··· DATA
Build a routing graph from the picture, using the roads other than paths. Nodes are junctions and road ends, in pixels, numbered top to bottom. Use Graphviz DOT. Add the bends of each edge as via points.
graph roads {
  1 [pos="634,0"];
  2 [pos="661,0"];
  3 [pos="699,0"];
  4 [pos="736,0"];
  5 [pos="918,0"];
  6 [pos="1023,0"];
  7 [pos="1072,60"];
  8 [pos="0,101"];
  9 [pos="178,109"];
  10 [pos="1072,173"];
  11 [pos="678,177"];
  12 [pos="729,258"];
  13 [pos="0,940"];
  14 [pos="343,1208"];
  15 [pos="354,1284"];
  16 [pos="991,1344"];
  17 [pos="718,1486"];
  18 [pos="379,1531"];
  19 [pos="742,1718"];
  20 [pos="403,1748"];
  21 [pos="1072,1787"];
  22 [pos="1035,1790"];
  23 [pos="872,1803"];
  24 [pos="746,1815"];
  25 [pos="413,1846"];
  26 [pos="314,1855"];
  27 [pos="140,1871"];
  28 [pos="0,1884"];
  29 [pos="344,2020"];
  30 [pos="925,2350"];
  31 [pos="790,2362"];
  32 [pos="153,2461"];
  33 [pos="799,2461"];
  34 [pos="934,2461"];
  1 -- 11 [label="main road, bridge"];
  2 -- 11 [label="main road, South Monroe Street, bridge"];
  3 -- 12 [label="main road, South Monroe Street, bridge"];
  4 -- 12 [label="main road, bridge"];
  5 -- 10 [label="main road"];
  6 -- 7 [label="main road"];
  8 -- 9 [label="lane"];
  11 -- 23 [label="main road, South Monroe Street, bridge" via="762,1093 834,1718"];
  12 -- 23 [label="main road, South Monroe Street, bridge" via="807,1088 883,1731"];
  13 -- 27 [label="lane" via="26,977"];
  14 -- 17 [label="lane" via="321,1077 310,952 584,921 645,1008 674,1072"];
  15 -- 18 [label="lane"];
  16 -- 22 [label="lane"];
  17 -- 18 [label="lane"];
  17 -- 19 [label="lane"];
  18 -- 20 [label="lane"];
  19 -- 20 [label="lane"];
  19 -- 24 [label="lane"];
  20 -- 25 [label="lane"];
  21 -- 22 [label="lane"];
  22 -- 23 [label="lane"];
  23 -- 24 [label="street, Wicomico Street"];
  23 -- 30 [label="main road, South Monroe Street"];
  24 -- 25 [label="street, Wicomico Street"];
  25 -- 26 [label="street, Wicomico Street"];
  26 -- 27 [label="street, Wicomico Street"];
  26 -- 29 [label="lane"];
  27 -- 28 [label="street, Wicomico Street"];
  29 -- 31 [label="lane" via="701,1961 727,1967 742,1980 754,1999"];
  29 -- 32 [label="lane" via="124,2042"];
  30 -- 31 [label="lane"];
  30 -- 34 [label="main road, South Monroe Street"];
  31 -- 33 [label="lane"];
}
······
▶ _WHAT IS REQUIRED_: All of the data above must be retyped exactly.

▶ _RESULT FOR THIS TASK_:
Build a routing graph from the picture, using the roads other than paths. Nodes are junctions and road ends, in pixels, numbered top to bottom. Use Graphviz DOT. Add the bends of each edge as via points.
graph roads {
  1 [pos="634,0"];
  2 [pos="661,0"];
  3 [pos="699,0"];
  4 [pos="736,0"];
  5 [pos="918,0"];
  6 [pos="1023,0"];
  7 [pos="1072,60"];
  8 [pos="0,101"];
  9 [pos="178,109"];
  10 [pos="1072,173"];
  11 [pos="678,177"];
  12 [pos="729,258"];
  13 [pos="0,940"];
  14 [pos="343,1208"];
  15 [pos="354,1284"];
  16 [pos="991,1344"];
  17 [pos="718,1486"];
  18 [pos="379,1531"];
  19 [pos="742,1718"];
  20 [pos="403,1748"];
  21 [pos="1072,1787"];
  22 [pos="1035,1790"];
  23 [pos="872,1803"];
  24 [pos="746,1815"];
  25 [pos="413,1846"];
  26 [pos="314,1855"];
  27 [pos="140,1871"];
  28 [pos="0,1884"];
  29 [pos="344,2020"];
  30 [pos="925,2350"];
  31 [pos="790,2362"];
  32 [pos="153,2461"];
  33 [pos="799,2461"];
  34 [pos="934,2461"];
  1 -- 11 [label="main road, bridge"];
  2 -- 11 [label="main road, South Monroe Street, bridge"];
  3 -- 12 [label="main road, South Monroe Street, bridge"];
  4 -- 12 [label="main road, bridge"];
  5 -- 10 [label="main road"];
  6 -- 7 [label="main road"];
  8 -- 9 [label="lane"];
  11 -- 23 [label="main road, South Monroe Street, bridge" via="762,1093 834,1718"];
  12 -- 23 [label="main road, South Monroe Street, bridge" via="807,1088 883,1731"];
  13 -- 27 [label="lane" via="26,977"];
  14 -- 17 [label="lane" via="321,1077 310,952 584,921 645,1008 674,1072"];
  15 -- 18 [label="lane"];
  16 -- 22 [label="lane"];
  17 -- 18 [label="lane"];
  17 -- 19 [label="lane"];
  18 -- 20 [label="lane"];
  19 -- 20 [label="lane"];
  19 -- 24 [label="lane"];
  20 -- 25 [label="lane"];
  21 -- 22 [label="lane"];
  22 -- 23 [label="lane"];
  23 -- 24 [label="street, Wicomico Street"];
  23 -- 30 [label="main road, South Monroe Street"];
  24 -- 25 [label="street, Wicomico Street"];
  25 -- 26 [label="street, Wicomico Street"];
  26 -- 27 [label="street, Wicomico Street"];
  26 -- 29 [label="lane"];
  27 -- 28 [label="street, Wicomico Street"];
  29 -- 31 [label="lane" via="701,1961 727,1967 742,1980 754,1999"];
  29 -- 32 [label="lane" via="124,2042"];
  30 -- 31 [label="lane"];
  30 -- 34 [label="main road, South Monroe Street"];
  31 -- 33 [label="lane"];
}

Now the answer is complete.